*** Listed entries
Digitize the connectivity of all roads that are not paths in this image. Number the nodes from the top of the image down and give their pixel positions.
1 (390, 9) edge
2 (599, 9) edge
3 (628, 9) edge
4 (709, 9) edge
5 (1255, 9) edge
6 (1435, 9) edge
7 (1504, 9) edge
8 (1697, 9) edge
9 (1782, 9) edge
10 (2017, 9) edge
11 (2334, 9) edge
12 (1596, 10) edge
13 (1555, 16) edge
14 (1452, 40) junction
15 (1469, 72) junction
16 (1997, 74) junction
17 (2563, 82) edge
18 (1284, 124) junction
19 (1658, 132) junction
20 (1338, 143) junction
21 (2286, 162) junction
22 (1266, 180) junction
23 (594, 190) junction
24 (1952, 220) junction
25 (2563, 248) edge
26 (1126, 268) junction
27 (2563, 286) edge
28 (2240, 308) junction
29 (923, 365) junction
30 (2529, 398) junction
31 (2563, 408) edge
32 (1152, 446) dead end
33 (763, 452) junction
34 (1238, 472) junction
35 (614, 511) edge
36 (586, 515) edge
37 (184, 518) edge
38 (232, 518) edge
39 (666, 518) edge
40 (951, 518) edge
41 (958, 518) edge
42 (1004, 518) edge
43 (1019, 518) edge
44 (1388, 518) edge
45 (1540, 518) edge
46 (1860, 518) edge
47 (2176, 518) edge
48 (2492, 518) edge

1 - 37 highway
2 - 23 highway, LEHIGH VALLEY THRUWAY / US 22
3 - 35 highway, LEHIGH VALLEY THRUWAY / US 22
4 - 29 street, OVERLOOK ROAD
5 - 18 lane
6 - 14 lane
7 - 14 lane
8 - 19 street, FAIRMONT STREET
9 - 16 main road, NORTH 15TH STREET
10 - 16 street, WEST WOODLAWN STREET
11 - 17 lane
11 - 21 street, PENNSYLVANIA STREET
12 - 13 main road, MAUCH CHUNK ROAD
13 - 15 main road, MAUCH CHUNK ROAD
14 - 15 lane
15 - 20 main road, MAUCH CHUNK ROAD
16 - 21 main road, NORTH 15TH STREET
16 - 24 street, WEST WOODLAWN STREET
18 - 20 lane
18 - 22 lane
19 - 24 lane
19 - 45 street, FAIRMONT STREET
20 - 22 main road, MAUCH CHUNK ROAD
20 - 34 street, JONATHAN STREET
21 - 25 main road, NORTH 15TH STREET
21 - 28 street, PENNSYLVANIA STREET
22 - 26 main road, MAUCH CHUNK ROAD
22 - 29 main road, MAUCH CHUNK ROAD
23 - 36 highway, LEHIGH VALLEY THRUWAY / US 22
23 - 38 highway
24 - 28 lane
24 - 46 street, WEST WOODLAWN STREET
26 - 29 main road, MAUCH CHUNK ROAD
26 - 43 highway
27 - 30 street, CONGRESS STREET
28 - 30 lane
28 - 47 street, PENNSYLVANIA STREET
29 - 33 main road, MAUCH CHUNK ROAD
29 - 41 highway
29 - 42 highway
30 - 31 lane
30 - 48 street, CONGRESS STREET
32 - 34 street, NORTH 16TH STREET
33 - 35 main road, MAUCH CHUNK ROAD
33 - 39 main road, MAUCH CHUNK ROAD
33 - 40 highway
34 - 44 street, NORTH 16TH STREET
******
**How to complete this task:**
Copy every record exactly as presented.

**Reply:**
Digitize the connectivity of all roads that are not paths in this image. Number the nodes from the top of the image down and give their pixel positions.
1 (390, 9) edge
2 (599, 9) edge
3 (628, 9) edge
4 (709, 9) edge
5 (1255, 9) edge
6 (1435, 9) edge
7 (1504, 9) edge
8 (1697, 9) edge
9 (1782, 9) edge
10 (2017, 9) edge
11 (2334, 9) edge
12 (1596, 10) edge
13 (1555, 16) edge
14 (1452, 40) junction
15 (1469, 72) junction
16 (1997, 74) junction
17 (2563, 82) edge
18 (1284, 124) junction
19 (1658, 132) junction
20 (1338, 143) junction
21 (2286, 162) junction
22 (1266, 180) junction
23 (594, 190) junction
24 (1952, 220) junction
25 (2563, 248) edge
26 (1126, 268) junction
27 (2563, 286) edge
28 (2240, 308) junction
29 (923, 365) junction
30 (2529, 398) junction
31 (2563, 408) edge
32 (1152, 446) dead end
33 (763, 452) junction
34 (1238, 472) junction
35 (614, 511) edge
36 (586, 515) edge
37 (184, 518) edge
38 (232, 518) edge
39 (666, 518) edge
40 (951, 518) edge
41 (958, 518) edge
42 (1004, 518) edge
43 (1019, 518) edge
44 (1388, 518) edge
45 (1540, 518) edge
46 (1860, 518) edge
47 (2176, 518) edge
48 (2492, 518) edge

1 - 37 highway
2 - 23 highway, LEHIGH VALLEY THRUWAY / US 22
3 - 35 highway, LEHIGH VALLEY THRUWAY / US 22
4 - 29 street, OVERLOOK ROAD
5 - 18 lane
6 - 14 lane
7 - 14 lane
8 - 19 street, FAIRMONT STREET
9 - 16 main road, NORTH 15TH STREET
10 - 16 street, WEST WOODLAWN STREET
11 - 17 lane
11 - 21 street, PENNSYLVANIA STREET
12 - 13 main road, MAUCH CHUNK ROAD
13 - 15 main road, MAUCH CHUNK ROAD
14 - 15 lane
15 - 20 main road, MAUCH CHUNK ROAD
16 - 21 main road, NORTH 15TH STREET
16 - 24 street, WEST WOODLAWN STREET
18 - 20 lane
18 - 22 lane
19 - 24 lane
19 - 45 street, FAIRMONT STREET
20 - 22 main road, MAUCH CHUNK ROAD
20 - 34 street, JONATHAN STREET
21 - 25 main road, NORTH 15TH STREET
21 - 28 street, PENNSYLVANIA STREET
22 - 26 main road, MAUCH CHUNK ROAD
22 - 29 main road, MAUCH CHUNK ROAD
23 - 36 highway, LEHIGH VALLEY THRUWAY / US 22
23 - 38 highway
24 - 28 lane
24 - 46 street, WEST WOODLAWN STREET
26 - 29 main road, MAUCH CHUNK ROAD
26 - 43 highway
27 - 30 street, CONGRESS STREET
28 - 30 lane
28 - 47 street, PENNSYLVANIA STREET
29 - 33 main road, MAUCH CHUNK ROAD
29 - 41 highway
29 - 42 highway
30 - 31 lane
30 - 48 street, CONGRESS STREET
32 - 34 street, NORTH 16TH STREET
33 - 35 main road, MAUCH CHUNK ROAD
33 - 39 main road, MAUCH CHUNK ROAD
33 - 40 highway
34 - 44 street, NORTH 16TH STREET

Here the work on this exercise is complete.